Invention of Radio - Physics of Wireless Signalling

Physics of Wireless Signalling

Various scientists proposed that electricity and magnetism were linked. In 1802 Gian Domenico Romagnosi suggested the relationship between electric current and magnetism but his reports went unnoticed. In 1820 Hans Christian Ørsted performed a simple and today widely known experiment on man-made electric current and magnetism. He demonstrated that a wire carrying a current could deflect a magnetized compass needle. Ørsted's work influenced André-Marie Ampère to produce a theory of electromagnetism.

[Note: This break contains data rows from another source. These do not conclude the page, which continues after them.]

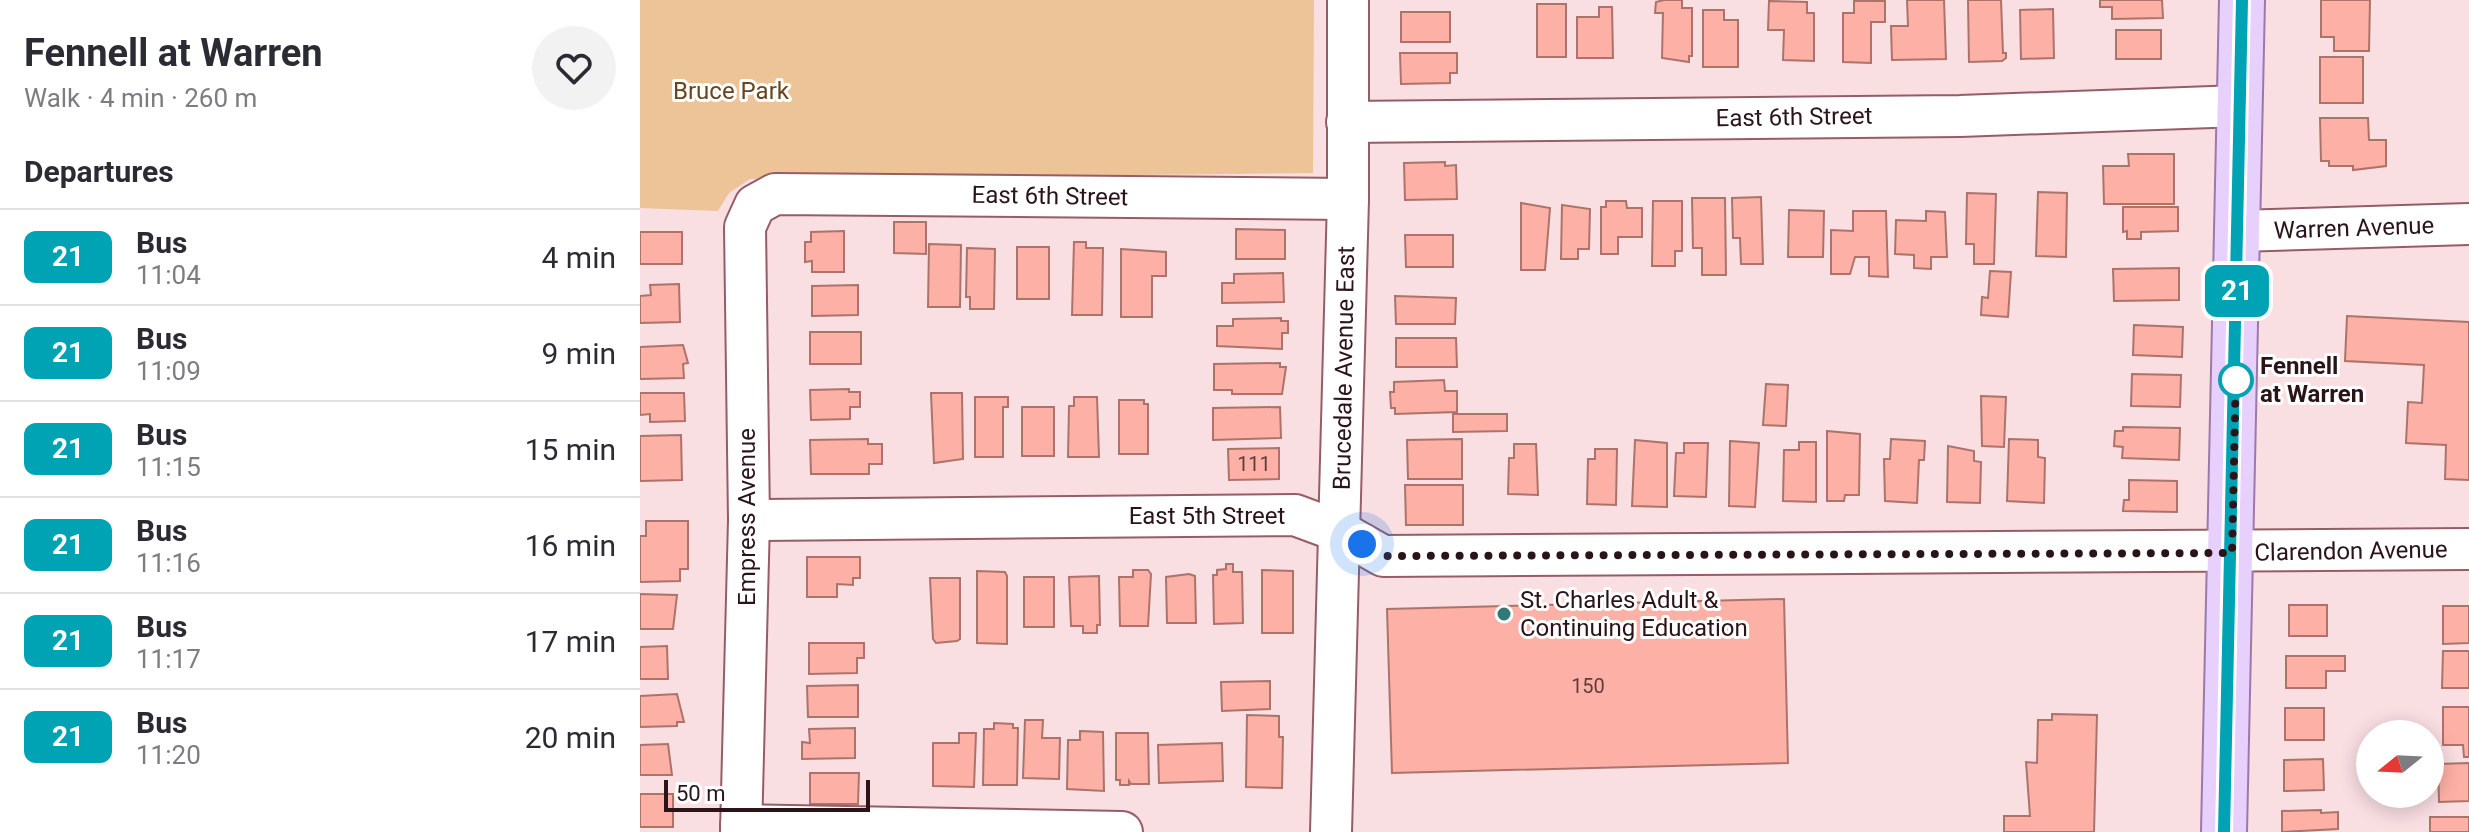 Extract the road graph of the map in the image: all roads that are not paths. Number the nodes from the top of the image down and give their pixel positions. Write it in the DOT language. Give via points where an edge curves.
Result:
graph roads {
  1 [pos="1348,0"];
  2 [pos="2242,0"];
  3 [pos="2240,106"];
  4 [pos="1347,122"];
  5 [pos="1348,199"];
  6 [pos="755,205"];
  7 [pos="2469,224"];
  8 [pos="2238,231"];
  9 [pos="749,520"];
  10 [pos="1341,532"];
  11 [pos="2469,549"];
  12 [pos="2232,553"];
  13 [pos="741,828"];
  14 [pos="1122,832"];
  15 [pos="1331,832"];
  16 [pos="2224,832"];
  1 -- 4 [label="street, Brucedale Avenue East"];
  2 -- 3 [label="main road"];
  3 -- 4 [label="street, East 6th Street" via="1960,116"];
  3 -- 8 [label="main road"];
  4 -- 5 [label="street, Brucedale Avenue East"];
  5 -- 6 [label="street, East 6th Street" via="775,194"];
  5 -- 10 [label="street, Brucedale Avenue East"];
  6 -- 9 [label="street, Empress Avenue" via="745,227"];
  7 -- 8 [label="street, Warren Avenue"];
  8 -- 12 [label="main road"];
  9 -- 10 [label="street, East 5th Street" via="1295,515"];
  9 -- 13 [label="street, Empress Avenue"];
  10 -- 12 [label="street, East 5th Street" via="1383,556"];
  10 -- 15 [label="street, Brucedale Avenue East"];
  11 -- 12 [label="street, Clarendon Avenue"];
  12 -- 16 [label="main road"];
  13 -- 14 [label="street"];
}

Several different electrical, magnetic or electromagnetic physical phenomena can be used to transmit signals over a distance without intervening wires. The various methods for wireless signal transmissions include:

• Electrical conduction through the ground, or through water.
• Magnetic induction
• Capacitive coupling
• Electromagnetic waves

All these physical phenomena, as well as various other ideas such as conduction through air, were tested for the purpose of communication. Early researchers may not have understood or disclosed which physical effects were responsible for transmitting signals. Early experiments used the existing theories of the movement of charged particles through an electrical conductor. There was no theory of electromagnetic wave propagation to guide experiments before Maxwell's treatise and its verification by Hertz and others.

Capacitive and inductive coupling systems today are used only for short-range special purpose systems. The physical phenomenon used today for long-distance wireless communications involves the use of modulated electromagnetic waves, which is radio.

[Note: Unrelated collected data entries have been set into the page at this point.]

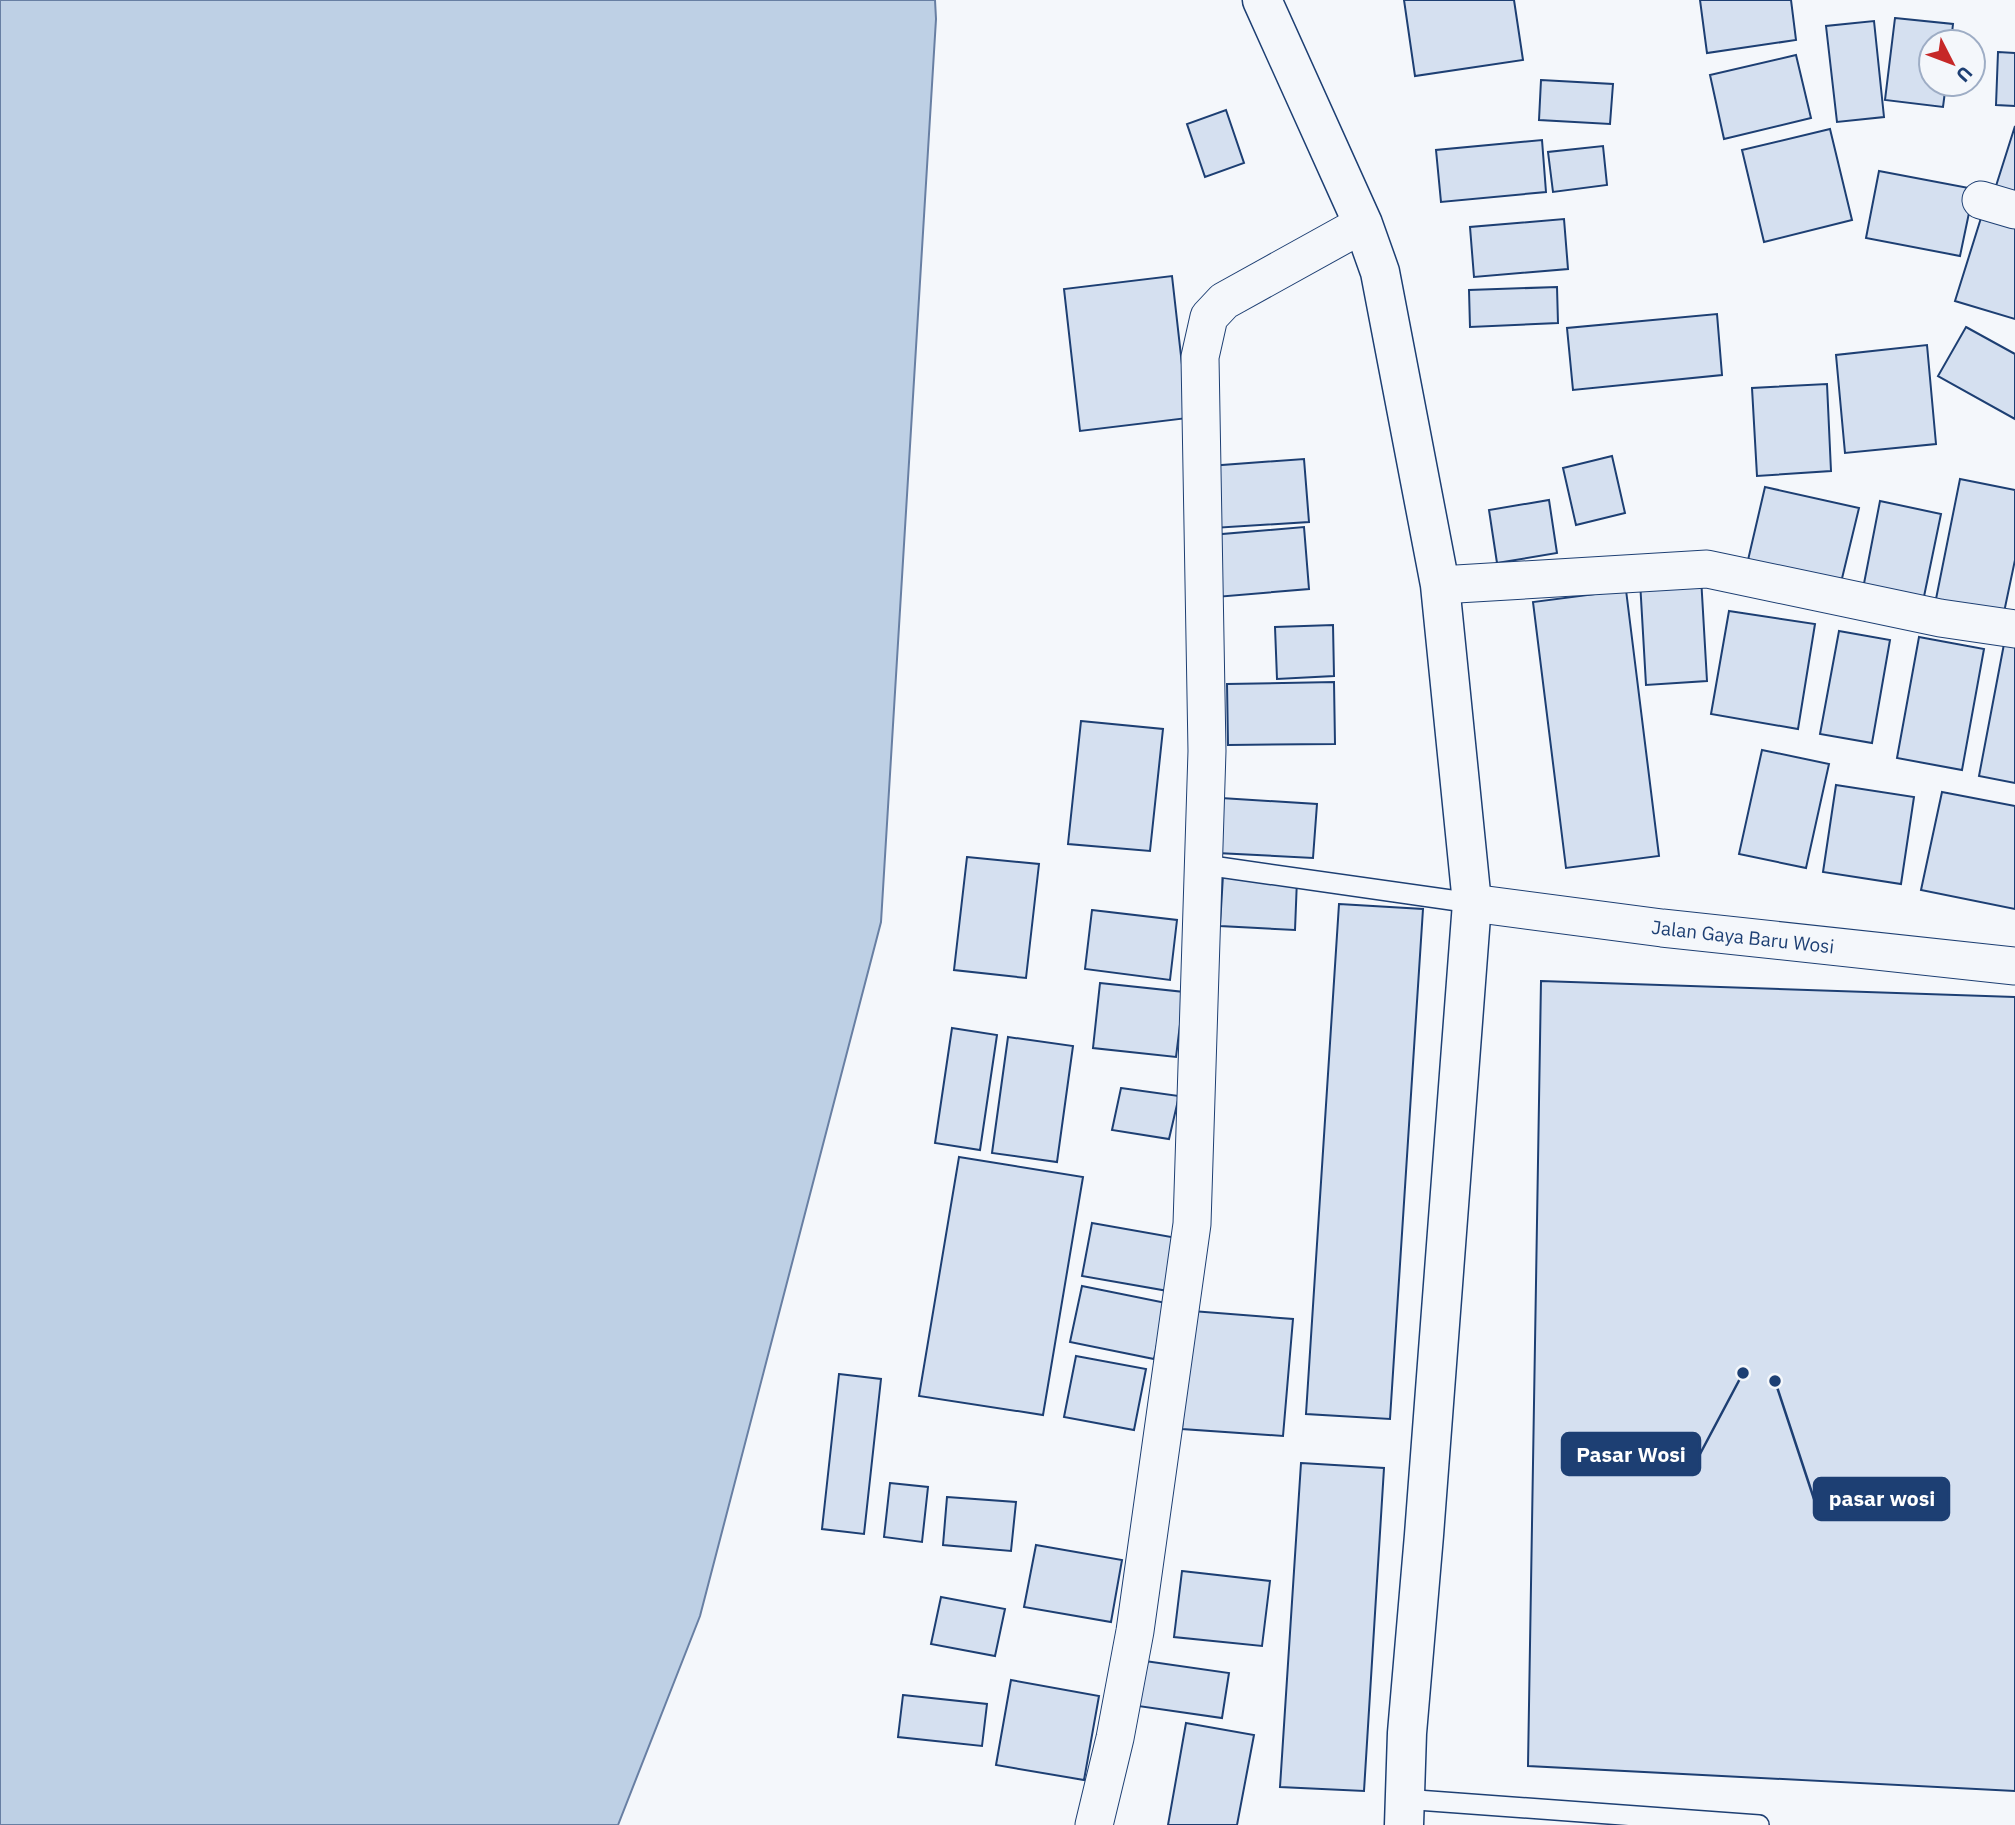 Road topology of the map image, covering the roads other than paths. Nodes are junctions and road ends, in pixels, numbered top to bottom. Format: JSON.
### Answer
{"nodes":[{"id":1,"x":1262,"y":0,"type":"edge"},
{"id":2,"x":1363,"y":224,"type":"junction"},
{"id":3,"x":1440,"y":585,"type":"junction"},
{"id":4,"x":2015,"y":629,"type":"edge"},
{"id":5,"x":1205,"y":865,"type":"junction"},
{"id":6,"x":1472,"y":903,"type":"junction"},
{"id":7,"x":2015,"y":966,"type":"edge"},
{"id":8,"x":1403,"y":1812,"type":"edge"},
{"id":9,"x":1094,"y":1825,"type":"edge"},
{"id":10,"x":1759,"y":1825,"type":"edge"}],
"edges":[{"from":1,"to":2,"type":"street"},
{"from":2,"to":3,"type":"street"},
{"from":2,"to":5,"type":"street"},
{"from":3,"to":4,"type":"street"},
{"from":3,"to":6,"type":"street"},
{"from":5,"to":6,"type":"lane"},
{"from":5,"to":9,"type":"street"},
{"from":6,"to":7,"type":"street","name":"Jalan Gaya Baru Wosi"},
{"from":6,"to":8,"type":"street"},
{"from":8,"to":10,"type":"lane"}]}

Radio antennas radiate electromagnetic waves that can reach the receiver either by ground wave propagation, by refraction from the ionosphere, known as sky wave propagation, and occasionally by refraction in lower layers of the atmosphere (tropospheric ducting). The ground wave component is the portion of the radiated electromagnetic wave that propagates close to the Earth's surface. It has both direct-wave and ground-reflected components. The direct-wave is limited only by the distance from the transmitter to the horizon plus a distance added by diffraction around the curvature of the earth. The ground-reflected portion of the radiated wave reaches the receiving antenna after being reflected from the Earth's surface. A portion of the ground wave energy radiated by the antenna may also be guided by the Earth's surface as a ground-hugging surface wave.

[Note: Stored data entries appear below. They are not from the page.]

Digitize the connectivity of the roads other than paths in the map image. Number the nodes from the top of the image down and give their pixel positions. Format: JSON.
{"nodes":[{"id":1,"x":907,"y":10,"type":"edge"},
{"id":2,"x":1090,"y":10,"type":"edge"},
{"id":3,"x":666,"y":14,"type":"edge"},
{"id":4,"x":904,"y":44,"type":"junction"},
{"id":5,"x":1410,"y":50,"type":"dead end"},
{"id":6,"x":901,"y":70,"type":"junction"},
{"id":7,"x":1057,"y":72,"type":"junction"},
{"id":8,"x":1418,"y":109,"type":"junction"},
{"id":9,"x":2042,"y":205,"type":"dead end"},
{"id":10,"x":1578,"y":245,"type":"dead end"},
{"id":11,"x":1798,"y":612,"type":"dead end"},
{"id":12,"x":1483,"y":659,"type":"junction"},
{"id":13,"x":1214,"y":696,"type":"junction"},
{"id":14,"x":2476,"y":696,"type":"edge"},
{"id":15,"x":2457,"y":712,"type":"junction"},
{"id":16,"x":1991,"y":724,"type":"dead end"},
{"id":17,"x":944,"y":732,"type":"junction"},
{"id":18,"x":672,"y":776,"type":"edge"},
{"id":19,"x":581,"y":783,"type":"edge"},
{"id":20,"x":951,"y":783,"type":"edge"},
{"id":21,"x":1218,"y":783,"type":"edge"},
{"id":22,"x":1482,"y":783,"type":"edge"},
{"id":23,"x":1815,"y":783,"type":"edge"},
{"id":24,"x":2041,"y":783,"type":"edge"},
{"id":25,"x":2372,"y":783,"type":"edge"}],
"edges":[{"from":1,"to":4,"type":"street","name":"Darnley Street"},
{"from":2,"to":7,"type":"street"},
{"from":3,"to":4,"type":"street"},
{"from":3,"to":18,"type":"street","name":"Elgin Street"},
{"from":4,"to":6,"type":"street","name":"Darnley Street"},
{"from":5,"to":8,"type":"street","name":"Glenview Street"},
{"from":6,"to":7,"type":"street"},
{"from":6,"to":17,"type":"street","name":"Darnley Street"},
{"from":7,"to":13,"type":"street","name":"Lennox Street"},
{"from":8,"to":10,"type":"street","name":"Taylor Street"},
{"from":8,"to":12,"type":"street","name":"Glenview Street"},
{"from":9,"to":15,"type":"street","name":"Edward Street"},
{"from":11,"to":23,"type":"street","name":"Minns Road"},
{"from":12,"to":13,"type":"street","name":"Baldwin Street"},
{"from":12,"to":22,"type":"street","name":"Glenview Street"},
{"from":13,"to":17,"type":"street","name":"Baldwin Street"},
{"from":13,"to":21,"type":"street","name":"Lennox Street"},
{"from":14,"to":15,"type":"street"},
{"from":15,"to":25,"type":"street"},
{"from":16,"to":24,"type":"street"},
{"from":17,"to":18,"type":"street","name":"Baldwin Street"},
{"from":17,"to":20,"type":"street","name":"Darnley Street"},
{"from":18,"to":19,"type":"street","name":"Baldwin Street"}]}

Any change in the electrical conditions of a circuit, whether internal, such as a change of load, starting and switching operations, short circuits, or external, such as due to lightning, involves a readjustment of the stored electromagnetic and electrostatic energy of the circuit; that is, a so-called transient. Such transient is of the general character of a condenser discharge through an inductive circuit. The phenomenon of the condenser discharge through an inductive circuit therefore is of the greatest importance to the engineer, as the foremost cause of high-voltage and high-frequency troubles in electric circuits.

With the development of radio communication—whether wireless or wired—the condenser discharge through an inductive circuit has assumed a great additional importance since, with the exception of a few of the highest power transoceanic stations, which use power-driven high-frequency alternators, the source of power in the radio communication up to 1922 was the condenser discharge through the inductive circuit, whether as a damped wave or as an undamped wave. In undamped wave radio communication, the condenser discharge circuit is coupled with a source of electric power—a battery—in such a manner, that, without interfering with the character of the oscillation, sufficient energy is fed into the circuit to maintain the oscillation, similarly as in the clock, the pendulum is coupled with a source of mechanical power—weight or spring— so as to maintain its oscillation undamped. The usual method of producing a condenser discharge through an inductive circuit is gradually to charge a condenser from a source of electric power, until the condenser voltage has risen sufficiently high to jump a spark gap (the rotary gap, or quenched gap of the damped wave wireless for instance) and thereby discharge through the inductive circuit.